Our previous take on time series benchmarks (see https://altinity.com/blog/clickhouse-for-time-series) attracted a lot of interest so we decided to dig into more details. We conducted 3 different ClickHouse scalability tests using the same TSBS dataset and benchmarking infrastructure. In this article we present results that happen to be quite interesting.
Introduction and test setup
For time series benchmarks we added ClickHouse to TSBS — a collection of tools and programs that are used to generate data and run write and read performance tests on different databases. The particular test we were using generates test data for CPU usage, 10 metrics per time point. In total, it generates 100M rows from 4000 devices (hosts). Then we repeatadly run 15 sample queries in several paraller workers and measure average query time. See more details in our previous article on this topic, where we tested ClickHouse against TimescaleDB and InfluxDB.
ClickHouse scales easily. It can be scaled not just by adding extra replicas — but also by adding extra shards in order to process queries in a distributed way. That makes it usable for very heavy workloads. For the scalability experiment we set up a simple 3-nodes cluster at Amazon r5.2xlarge instances. Next, we distributed ‘cpu’ table containing metrics using a hash function of primary key columns tags_id and created_at. This gives even distribution and allows us to benefit from join locality at ‘lastpoint’ query. We have not tested ingest performance on the cluster. For ClickHouse, it is linear to a number of nodes if proper ingestion setup is used. Instead we have just re-distributed data loaded during previous single node benchmark. The redistribution took about a minute, and at the end every node stored ? of original data, approximately 34 million rows per node.
Test queries and test methodology is the same: 1000 query executions of every query type run in parallel in several threads. We tested three different setups.
- For the first one all queries were run at single ClickHouse server by 8 workers as in original TSBS benchmark, and that was ClickHouse job to distribute query workload to other cluster nodes.

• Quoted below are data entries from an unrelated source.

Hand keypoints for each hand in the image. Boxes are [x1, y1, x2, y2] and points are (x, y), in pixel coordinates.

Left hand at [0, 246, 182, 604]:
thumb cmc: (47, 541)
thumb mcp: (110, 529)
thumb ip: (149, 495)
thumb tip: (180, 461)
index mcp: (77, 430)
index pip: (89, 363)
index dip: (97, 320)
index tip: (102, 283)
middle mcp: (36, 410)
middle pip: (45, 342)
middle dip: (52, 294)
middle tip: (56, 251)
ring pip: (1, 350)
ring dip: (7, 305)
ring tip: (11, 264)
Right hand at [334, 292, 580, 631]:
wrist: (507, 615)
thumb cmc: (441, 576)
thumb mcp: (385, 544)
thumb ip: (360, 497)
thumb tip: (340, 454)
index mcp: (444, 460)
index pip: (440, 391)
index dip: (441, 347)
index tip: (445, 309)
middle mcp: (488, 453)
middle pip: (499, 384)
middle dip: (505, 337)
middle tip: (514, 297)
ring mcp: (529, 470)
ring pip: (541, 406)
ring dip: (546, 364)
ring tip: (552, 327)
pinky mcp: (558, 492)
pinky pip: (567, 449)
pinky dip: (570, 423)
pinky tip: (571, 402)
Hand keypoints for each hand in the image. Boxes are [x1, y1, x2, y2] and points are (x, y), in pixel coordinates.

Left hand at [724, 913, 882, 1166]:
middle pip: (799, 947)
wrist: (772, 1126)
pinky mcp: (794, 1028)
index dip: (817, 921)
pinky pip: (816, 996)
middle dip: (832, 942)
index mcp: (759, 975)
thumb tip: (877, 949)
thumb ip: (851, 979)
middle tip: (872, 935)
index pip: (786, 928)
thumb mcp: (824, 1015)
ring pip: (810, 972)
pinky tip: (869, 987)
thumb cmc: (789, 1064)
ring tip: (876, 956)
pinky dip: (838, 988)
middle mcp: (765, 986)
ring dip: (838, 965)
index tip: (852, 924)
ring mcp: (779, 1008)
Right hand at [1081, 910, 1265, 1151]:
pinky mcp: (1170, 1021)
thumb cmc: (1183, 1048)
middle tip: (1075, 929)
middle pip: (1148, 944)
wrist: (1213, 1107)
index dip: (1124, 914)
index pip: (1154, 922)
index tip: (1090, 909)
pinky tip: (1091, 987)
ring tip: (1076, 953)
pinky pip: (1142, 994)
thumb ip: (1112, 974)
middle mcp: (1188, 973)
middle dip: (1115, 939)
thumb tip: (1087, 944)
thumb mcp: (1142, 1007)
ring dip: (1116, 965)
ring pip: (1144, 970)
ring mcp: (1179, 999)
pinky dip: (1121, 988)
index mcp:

- For the second one, we split the same workload to 3 ClickHouse servers externally, running 3 query workers against every ClickHouse node. Since 8 can not be easily devided to 3, we had to add a 9th worker to make an even distribution on every node. That makes slightly higher load on system overall.
- And last but not least we tested how our 3-node cluster sustains x3 load: 8 workers per server.
As a reference point we used results from the prevoious single-node benchmark.
Charts below show average execution time per query type. Results are split into two categories, as before: ‘light’ queries with millisecond response time, and ‘heavy’ queries that take few seconds to complete. Tests #1 and #2 are grouped together, while x3 load test is discussed separately.
Results are quite interesting. First of all, ClickHouse demonstrated that it scales for time series, and query time can be improved in most cases by adding extra nodes. The actual improvement is different between ‘light’ and ‘heavy’ query groups, and it holds pretty much the same inside the group.
For the ‘light’ queries there is a substantial difference if queries are executed against a single server or multiple servers. Fastest queries do not benefit from cluster at all, until queries are distributed. It perfectly makes sense: such queries mostly rely on in-memory structures and CPU, thus reducing the load to the server makes the difference.
Contrary, ‘heavy’ queries benefit from the cluster, regardless of the entry point, with an exception of CPU intensive ‘high-cpu-all’ query. The most of the job is performed in a distributed part of the query, there are I/O intensive data scans, and reduced data size per server helps a lot.
Slight degradation of multi-entry vs. single-entry is explained by adding 9th worker: the load is 12.5% higher, and it is perfectly reflected in results.
Tripled load test
This is even more interesting! We increased the load and hardware three times, and we’ve got significant improvement on some queries, while others are pretty much the same. The increase comes from the fact that every server stores only ? of the data, and even at triple load it pays off significantly. Note, that though we run 8 workers per node, as in single node scenario, the load to every node in the cluster has increased by x3, because every query from total 24 workers is distributed to all nodes. This is why performance is slightly worse on heavy queries, that are executed in a distributed way.
ClickHouse is not only fast for typical time series workload, standing very well against popular TimescaleDB and InfluxDB, and significantly outperforming them on computationally or I/O intensive queries. It also scales easily if system performance is not sufficient or data size does not fit a single server. It also scales very well when query workload is increased. That makes it a preferable solution for the time series systems with huge amounts of data or strong scalability requirements.